• **Exercise**
Isolate every line in the records below with "lane" in it.

======== Input records ========

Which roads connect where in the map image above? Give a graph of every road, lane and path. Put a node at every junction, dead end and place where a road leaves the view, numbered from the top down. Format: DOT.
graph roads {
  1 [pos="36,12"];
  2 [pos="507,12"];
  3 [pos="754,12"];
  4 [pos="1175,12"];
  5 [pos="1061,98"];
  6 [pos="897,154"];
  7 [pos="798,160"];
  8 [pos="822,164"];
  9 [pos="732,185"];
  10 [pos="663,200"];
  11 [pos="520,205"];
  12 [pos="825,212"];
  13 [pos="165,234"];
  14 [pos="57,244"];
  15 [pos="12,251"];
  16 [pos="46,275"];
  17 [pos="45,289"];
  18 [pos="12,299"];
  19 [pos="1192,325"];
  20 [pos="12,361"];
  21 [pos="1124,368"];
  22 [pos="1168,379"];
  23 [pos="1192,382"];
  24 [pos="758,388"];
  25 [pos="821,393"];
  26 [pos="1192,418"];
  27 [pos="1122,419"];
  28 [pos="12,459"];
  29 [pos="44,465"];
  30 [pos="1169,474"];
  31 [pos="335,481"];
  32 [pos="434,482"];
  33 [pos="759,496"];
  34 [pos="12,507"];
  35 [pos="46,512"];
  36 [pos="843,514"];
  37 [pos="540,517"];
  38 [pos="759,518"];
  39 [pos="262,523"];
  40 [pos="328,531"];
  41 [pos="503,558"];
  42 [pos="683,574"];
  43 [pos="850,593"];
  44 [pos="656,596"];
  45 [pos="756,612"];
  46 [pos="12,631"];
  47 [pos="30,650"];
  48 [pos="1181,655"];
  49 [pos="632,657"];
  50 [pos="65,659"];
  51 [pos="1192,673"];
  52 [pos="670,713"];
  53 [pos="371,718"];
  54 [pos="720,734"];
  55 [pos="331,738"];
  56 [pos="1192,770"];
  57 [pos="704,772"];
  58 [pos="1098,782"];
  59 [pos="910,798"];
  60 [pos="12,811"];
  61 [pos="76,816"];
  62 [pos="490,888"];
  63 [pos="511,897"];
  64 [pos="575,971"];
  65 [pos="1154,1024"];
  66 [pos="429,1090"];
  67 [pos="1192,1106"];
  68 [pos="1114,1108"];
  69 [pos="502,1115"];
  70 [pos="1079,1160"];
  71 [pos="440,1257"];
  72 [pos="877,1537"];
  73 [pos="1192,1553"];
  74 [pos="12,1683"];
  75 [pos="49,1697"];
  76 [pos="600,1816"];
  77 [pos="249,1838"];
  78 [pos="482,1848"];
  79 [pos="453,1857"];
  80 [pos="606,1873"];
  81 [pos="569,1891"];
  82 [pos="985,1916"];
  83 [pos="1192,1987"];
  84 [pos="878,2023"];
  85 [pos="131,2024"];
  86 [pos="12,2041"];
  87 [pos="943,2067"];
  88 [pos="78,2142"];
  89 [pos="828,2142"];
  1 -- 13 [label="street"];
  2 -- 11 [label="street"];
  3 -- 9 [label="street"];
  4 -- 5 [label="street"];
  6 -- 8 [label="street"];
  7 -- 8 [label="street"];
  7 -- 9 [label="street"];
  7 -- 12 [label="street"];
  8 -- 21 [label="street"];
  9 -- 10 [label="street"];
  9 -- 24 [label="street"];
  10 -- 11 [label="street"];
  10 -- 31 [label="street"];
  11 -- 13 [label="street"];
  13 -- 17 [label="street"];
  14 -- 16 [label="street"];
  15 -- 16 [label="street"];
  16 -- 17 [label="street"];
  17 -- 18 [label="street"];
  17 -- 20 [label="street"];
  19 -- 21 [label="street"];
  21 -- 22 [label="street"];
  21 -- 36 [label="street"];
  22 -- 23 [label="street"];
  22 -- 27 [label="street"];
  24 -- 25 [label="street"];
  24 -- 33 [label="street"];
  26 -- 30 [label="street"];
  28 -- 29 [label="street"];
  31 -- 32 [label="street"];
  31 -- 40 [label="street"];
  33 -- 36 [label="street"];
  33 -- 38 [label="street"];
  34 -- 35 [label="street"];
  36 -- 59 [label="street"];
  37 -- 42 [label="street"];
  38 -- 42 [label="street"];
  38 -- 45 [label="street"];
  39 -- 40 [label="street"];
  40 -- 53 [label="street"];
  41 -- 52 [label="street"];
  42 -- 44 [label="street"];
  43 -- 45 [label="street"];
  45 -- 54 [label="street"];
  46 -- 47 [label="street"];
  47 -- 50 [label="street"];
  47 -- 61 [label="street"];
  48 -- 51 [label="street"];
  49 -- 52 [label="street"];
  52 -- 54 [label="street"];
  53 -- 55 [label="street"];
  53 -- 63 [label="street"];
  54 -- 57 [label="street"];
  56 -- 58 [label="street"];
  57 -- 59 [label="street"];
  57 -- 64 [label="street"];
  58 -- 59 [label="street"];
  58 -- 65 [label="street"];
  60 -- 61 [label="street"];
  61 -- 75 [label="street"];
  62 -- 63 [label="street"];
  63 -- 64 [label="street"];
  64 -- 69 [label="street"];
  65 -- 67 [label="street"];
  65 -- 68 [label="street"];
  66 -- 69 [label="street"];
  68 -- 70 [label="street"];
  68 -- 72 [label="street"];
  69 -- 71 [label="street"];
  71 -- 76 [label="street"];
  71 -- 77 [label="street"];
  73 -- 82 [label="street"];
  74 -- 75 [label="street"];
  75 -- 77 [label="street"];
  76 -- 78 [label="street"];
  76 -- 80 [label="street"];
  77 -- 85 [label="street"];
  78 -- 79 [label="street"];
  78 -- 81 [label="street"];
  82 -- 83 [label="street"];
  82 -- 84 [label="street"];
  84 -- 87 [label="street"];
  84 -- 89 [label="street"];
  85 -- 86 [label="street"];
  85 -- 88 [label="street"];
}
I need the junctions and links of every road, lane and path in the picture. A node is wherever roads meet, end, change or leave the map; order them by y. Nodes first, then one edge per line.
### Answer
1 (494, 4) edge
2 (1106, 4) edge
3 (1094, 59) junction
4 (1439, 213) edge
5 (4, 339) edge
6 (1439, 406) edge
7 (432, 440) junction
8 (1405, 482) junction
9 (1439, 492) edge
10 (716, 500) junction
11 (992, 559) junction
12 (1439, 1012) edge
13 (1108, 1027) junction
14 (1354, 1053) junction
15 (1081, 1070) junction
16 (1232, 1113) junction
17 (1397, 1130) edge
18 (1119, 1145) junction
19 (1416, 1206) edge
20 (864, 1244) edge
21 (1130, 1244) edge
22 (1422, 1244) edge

========

• **Output**
Which roads connect where in the map image above? Give a graph of every road, lane and path. Put a node at every junction, dead end and place where a road leaves the view, numbered from the top down. Format: DOT.
I need the junctions and links of every road, lane and path in the picture. A node is wherever roads meet, end, change or leave the map; order them by y. Nodes first, then one edge per line.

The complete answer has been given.